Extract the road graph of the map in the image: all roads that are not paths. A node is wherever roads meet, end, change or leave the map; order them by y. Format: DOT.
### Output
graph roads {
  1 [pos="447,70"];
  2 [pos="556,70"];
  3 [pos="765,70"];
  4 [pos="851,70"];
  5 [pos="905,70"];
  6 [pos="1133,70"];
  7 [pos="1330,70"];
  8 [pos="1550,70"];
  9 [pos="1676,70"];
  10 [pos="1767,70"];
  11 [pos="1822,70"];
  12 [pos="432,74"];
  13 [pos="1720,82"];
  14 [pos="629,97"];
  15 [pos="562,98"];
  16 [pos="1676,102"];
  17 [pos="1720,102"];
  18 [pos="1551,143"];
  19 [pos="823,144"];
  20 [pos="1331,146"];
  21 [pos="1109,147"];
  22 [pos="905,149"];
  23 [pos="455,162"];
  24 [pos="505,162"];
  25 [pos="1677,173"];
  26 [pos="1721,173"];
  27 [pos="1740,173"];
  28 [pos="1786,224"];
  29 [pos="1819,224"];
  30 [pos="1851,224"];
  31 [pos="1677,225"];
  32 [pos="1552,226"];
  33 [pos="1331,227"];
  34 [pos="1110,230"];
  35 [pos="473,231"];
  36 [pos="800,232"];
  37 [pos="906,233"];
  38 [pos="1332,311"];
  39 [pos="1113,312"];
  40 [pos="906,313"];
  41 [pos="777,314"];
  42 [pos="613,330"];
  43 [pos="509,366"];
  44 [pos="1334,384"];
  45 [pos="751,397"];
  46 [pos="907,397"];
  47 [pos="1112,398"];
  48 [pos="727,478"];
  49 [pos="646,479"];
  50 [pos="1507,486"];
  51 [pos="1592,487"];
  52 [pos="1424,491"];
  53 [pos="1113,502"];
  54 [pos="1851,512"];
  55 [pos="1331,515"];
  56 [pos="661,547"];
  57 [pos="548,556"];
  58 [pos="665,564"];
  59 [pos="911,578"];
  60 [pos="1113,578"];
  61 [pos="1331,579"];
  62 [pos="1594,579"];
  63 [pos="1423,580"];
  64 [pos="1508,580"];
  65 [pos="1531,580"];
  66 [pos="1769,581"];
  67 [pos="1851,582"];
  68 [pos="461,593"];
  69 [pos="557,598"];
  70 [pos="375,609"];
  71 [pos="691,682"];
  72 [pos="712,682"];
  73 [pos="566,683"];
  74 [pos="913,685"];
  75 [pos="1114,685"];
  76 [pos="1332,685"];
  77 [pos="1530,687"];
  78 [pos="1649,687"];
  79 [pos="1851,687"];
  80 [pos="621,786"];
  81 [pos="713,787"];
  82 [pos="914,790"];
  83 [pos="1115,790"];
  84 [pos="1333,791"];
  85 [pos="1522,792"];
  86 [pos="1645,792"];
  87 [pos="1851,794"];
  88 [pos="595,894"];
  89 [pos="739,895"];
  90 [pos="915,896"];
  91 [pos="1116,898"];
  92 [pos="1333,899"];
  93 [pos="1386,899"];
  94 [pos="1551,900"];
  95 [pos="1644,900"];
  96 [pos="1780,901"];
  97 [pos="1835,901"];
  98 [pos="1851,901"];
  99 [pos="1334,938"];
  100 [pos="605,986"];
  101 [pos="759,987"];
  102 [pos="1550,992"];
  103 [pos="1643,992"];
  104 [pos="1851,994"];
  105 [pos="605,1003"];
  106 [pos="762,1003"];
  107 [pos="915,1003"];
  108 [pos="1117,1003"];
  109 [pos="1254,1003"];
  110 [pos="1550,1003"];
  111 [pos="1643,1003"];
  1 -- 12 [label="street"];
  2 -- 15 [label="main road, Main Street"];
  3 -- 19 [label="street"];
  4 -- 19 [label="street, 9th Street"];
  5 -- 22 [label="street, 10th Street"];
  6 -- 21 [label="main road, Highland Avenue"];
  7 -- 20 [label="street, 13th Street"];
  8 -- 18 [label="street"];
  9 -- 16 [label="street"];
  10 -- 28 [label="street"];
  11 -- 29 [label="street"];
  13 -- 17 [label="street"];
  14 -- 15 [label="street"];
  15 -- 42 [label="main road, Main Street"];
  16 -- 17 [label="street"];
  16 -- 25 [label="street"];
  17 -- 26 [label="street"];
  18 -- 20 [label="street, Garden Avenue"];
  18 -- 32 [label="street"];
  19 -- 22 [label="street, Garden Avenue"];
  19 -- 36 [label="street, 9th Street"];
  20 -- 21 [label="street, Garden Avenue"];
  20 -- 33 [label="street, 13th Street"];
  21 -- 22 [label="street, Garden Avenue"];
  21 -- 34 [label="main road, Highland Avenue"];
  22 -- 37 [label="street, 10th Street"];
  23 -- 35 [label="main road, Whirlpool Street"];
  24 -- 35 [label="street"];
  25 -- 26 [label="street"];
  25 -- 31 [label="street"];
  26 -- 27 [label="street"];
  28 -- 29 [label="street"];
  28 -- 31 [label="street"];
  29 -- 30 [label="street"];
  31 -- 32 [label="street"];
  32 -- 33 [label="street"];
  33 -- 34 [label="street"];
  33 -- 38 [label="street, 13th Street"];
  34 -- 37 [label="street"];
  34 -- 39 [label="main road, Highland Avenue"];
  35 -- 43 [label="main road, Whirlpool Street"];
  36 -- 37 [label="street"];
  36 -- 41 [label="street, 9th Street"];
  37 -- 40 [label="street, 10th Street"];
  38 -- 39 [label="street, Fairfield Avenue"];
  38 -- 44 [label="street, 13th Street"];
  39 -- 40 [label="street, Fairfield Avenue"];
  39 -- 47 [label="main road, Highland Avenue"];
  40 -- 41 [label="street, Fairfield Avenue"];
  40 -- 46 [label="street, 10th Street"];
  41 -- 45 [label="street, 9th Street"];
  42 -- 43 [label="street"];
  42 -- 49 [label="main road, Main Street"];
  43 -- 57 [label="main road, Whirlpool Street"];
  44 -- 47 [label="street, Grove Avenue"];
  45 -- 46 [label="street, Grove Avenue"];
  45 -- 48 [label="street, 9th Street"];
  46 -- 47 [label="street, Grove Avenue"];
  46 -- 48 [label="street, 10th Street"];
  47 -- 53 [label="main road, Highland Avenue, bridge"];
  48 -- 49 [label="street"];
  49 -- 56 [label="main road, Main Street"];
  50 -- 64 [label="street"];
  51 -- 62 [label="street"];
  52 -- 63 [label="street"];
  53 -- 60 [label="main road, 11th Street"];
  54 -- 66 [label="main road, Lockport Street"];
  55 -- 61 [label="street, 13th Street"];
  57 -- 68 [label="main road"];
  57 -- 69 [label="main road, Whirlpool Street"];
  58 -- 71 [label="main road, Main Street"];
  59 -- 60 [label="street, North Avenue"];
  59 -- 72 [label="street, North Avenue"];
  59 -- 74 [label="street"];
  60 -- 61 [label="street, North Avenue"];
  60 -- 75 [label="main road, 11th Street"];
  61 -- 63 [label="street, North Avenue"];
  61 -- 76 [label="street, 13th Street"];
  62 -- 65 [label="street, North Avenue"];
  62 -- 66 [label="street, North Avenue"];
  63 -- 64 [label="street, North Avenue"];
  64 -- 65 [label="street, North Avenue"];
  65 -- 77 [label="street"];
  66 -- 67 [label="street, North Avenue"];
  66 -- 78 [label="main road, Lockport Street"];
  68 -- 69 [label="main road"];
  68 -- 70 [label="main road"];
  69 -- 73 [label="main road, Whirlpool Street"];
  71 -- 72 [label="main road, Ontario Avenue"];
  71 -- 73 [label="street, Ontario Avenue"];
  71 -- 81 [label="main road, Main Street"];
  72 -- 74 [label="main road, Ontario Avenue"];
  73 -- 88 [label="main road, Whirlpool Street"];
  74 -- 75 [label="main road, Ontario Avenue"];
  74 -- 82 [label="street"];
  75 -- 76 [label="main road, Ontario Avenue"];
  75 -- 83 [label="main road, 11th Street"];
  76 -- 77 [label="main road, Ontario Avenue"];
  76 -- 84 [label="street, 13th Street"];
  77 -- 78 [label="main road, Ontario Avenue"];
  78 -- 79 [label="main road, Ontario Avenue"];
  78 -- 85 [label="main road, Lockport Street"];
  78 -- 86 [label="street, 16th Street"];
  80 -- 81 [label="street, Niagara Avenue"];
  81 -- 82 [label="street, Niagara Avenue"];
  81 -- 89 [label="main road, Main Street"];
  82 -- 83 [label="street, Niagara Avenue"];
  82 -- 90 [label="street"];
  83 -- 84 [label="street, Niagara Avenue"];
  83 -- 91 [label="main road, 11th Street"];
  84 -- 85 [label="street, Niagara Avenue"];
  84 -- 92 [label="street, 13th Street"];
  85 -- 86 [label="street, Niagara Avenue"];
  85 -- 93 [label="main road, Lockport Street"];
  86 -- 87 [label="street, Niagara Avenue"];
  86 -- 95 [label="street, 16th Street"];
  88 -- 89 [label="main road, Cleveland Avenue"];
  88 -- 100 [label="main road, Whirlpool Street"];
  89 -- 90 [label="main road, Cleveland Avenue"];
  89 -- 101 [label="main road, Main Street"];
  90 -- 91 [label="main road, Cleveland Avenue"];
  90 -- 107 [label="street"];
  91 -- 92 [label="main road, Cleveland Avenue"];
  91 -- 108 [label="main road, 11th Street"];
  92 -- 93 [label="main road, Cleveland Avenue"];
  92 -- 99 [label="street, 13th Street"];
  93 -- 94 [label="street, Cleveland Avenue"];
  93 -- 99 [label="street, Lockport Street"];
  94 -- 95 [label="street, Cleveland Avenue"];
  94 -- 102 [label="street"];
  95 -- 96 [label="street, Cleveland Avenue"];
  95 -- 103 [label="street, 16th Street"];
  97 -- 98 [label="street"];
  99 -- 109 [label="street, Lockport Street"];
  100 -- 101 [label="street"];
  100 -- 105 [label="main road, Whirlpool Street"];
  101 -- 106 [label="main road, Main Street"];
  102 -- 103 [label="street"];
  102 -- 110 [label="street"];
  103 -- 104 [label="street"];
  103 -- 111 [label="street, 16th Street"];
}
______________________________
— What you are asked to do —
Within the entries above, find the string "Garden" and return each line that holds it.

— Answer for the task —
  18 -- 20 [label="street, Garden Avenue"];
  19 -- 22 [label="street, Garden Avenue"];
  20 -- 21 [label="street, Garden Avenue"];
  21 -- 22 [label="street, Garden Avenue"];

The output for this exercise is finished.